──────── STORED DATA

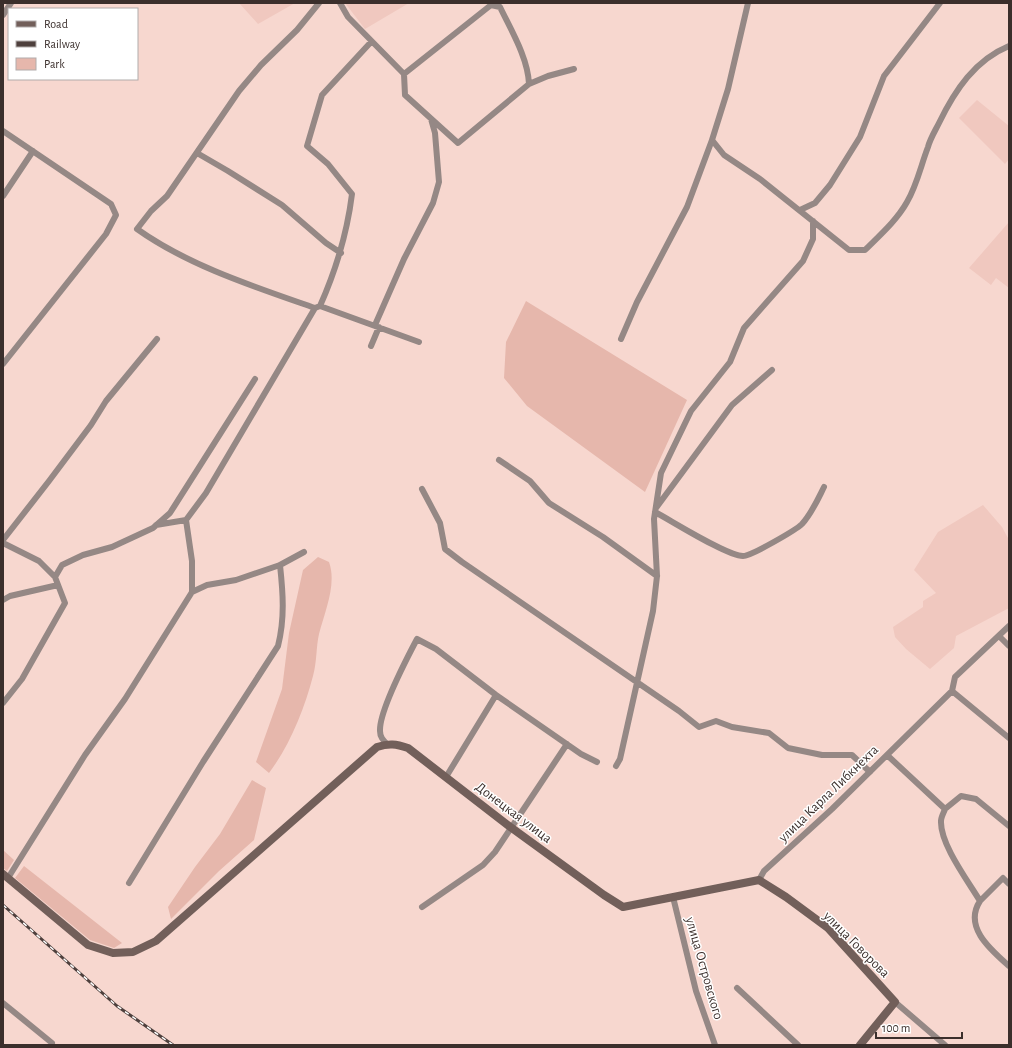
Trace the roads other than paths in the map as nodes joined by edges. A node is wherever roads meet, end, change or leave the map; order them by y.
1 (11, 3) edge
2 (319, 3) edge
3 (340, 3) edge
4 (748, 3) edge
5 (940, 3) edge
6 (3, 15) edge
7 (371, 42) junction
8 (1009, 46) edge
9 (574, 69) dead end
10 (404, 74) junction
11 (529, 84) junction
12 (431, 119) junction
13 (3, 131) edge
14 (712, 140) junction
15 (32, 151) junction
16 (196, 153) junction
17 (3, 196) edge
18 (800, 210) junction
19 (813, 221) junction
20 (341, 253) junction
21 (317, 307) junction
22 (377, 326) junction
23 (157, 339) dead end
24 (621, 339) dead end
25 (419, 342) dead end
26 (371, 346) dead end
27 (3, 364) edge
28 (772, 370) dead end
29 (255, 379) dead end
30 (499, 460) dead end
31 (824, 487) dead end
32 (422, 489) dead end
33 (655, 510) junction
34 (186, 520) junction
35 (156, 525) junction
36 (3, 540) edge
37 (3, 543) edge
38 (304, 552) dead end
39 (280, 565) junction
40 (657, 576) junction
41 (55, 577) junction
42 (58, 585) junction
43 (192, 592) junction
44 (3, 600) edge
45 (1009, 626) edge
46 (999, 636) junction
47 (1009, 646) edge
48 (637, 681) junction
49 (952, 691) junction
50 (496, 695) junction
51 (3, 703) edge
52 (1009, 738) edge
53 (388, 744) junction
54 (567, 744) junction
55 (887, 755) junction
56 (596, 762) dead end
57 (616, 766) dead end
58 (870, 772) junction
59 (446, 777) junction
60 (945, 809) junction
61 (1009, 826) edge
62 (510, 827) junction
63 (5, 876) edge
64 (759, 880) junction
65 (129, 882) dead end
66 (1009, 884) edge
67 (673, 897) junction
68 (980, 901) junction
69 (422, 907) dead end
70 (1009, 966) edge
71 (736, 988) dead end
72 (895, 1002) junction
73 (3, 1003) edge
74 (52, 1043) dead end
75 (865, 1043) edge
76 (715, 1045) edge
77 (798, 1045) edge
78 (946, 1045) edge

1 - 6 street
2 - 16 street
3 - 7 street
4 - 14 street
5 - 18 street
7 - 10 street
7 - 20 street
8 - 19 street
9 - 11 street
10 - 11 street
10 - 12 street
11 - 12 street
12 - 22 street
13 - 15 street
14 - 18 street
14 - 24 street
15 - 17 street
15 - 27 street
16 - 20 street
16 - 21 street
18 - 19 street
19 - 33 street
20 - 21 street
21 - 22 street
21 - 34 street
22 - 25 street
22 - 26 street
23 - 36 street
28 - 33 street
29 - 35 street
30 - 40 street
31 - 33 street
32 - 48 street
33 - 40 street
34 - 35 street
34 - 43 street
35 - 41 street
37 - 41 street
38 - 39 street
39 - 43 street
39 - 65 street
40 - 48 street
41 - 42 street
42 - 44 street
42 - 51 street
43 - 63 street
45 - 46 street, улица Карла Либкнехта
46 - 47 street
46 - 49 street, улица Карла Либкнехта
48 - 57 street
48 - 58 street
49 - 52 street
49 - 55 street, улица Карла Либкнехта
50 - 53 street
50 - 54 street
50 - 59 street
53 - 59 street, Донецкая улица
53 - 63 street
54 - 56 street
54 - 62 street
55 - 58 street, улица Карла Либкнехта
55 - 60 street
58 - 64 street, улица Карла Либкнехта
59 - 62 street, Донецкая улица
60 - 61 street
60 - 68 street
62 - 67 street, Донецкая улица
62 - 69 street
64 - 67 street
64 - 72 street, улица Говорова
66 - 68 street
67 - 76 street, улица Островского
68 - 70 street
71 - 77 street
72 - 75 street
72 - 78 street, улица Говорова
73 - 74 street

────────────────

▸ **EXERCISE INSTRUCTIONS**
Copy each line above that has the word "Либкнехта".

▸ **RESULT**
45 - 46 street, улица Карла Либкнехта
46 - 49 street, улица Карла Либкнехта
49 - 55 street, улица Карла Либкнехта
55 - 58 street, улица Карла Либкнехта
58 - 64 street, улица Карла Либкнехта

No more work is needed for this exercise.